Return the lines below that contain "junctions".

Records to use:

----------

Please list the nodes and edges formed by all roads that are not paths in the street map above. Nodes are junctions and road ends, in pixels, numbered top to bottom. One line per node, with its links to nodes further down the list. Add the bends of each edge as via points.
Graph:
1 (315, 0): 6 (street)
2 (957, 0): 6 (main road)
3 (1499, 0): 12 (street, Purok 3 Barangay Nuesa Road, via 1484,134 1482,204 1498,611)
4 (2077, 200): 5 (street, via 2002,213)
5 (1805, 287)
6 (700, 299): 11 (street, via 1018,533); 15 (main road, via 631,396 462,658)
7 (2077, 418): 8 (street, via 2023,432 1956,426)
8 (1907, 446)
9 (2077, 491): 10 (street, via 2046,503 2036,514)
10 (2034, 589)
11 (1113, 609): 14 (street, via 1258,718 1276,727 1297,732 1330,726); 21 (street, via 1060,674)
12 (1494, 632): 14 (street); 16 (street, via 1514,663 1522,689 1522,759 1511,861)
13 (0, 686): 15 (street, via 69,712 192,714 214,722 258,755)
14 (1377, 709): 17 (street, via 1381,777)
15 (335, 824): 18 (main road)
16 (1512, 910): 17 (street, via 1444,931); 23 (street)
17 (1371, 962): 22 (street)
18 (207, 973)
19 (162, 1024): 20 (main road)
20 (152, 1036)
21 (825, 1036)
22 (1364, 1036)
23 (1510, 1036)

----------

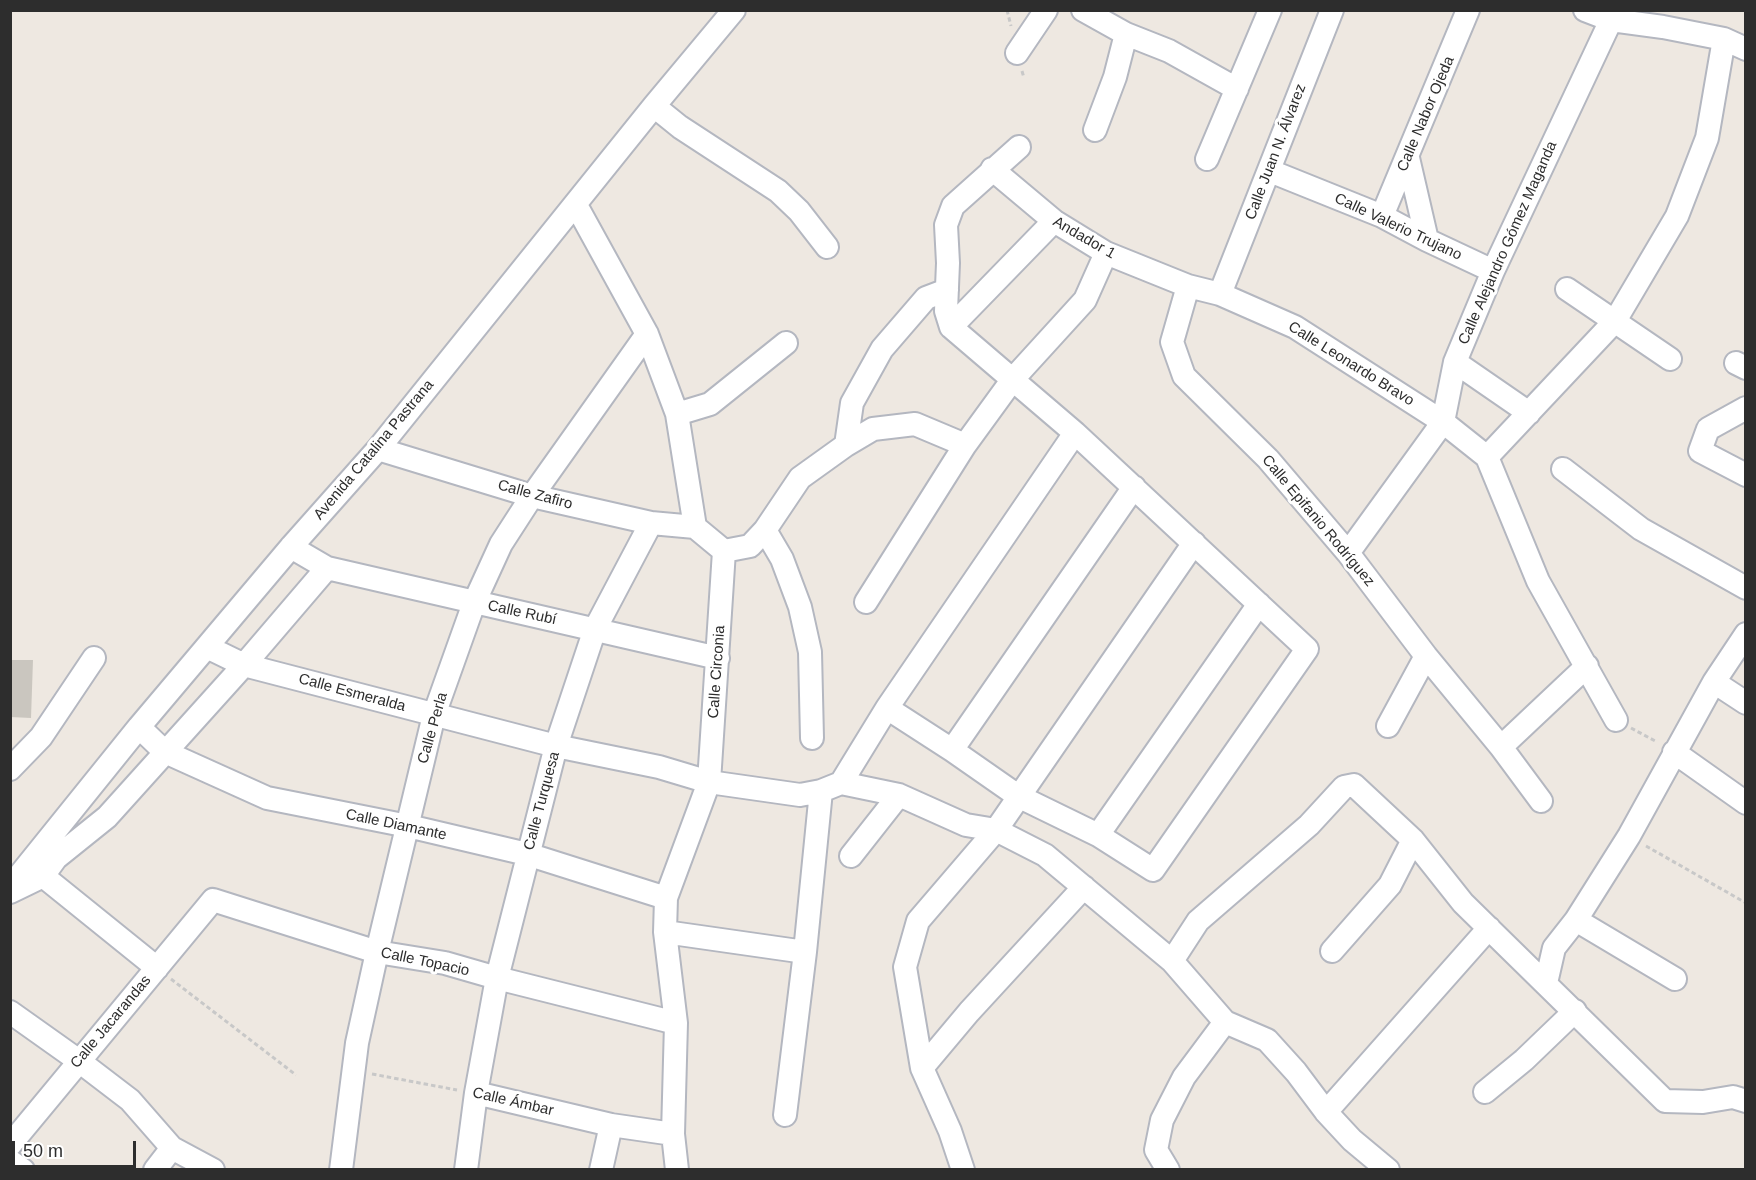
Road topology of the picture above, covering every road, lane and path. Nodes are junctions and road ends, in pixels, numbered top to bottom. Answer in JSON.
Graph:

----------

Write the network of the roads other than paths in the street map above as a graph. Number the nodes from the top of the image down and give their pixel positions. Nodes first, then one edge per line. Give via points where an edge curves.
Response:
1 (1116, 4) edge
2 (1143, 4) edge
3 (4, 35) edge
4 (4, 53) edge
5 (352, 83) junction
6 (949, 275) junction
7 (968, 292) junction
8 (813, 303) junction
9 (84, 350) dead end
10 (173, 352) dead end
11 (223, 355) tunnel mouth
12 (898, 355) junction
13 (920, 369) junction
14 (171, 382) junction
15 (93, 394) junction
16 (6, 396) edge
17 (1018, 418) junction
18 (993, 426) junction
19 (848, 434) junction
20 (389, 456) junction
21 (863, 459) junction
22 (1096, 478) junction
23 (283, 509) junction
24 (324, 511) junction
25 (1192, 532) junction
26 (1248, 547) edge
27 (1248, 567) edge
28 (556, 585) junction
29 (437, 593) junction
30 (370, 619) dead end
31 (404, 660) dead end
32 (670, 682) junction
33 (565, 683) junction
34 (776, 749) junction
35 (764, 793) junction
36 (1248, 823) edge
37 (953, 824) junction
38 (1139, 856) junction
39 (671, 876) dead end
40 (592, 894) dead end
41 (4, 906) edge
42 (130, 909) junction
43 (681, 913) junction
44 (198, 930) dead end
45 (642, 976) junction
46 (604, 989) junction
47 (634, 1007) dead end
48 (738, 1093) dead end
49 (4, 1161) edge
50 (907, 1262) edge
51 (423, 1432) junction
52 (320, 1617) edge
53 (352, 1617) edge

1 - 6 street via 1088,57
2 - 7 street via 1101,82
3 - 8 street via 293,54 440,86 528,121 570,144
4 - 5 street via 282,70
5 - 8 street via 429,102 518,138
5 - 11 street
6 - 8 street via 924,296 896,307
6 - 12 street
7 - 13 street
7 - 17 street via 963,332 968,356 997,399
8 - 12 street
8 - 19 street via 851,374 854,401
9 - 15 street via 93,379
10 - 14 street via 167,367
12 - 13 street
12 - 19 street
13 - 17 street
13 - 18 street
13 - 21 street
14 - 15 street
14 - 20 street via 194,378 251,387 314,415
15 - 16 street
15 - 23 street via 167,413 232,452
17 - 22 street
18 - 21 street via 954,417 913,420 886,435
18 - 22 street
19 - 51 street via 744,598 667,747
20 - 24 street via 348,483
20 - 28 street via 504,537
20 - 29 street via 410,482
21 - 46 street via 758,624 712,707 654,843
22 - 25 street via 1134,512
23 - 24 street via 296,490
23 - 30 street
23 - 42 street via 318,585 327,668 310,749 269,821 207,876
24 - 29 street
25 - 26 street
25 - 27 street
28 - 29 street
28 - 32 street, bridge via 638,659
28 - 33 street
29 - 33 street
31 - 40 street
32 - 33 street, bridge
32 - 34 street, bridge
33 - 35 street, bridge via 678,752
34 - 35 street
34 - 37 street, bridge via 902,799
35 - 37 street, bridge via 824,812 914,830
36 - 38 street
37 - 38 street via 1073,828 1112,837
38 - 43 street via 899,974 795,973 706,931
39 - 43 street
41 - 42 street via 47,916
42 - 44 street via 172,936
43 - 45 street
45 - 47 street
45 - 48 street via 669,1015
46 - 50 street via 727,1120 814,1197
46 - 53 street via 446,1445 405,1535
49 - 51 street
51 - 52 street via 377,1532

----------

Your solution:
Please list the nodes and edges formed by all roads that are not paths in the street map above. Nodes are junctions and road ends, in pixels, numbered top to bottom. One line per node, with its links to nodes further down the list. Add the bends of each edge as via points.
Road topology of the picture above, covering every road, lane and path. Nodes are junctions and road ends, in pixels, numbered top to bottom. Answer in JSON.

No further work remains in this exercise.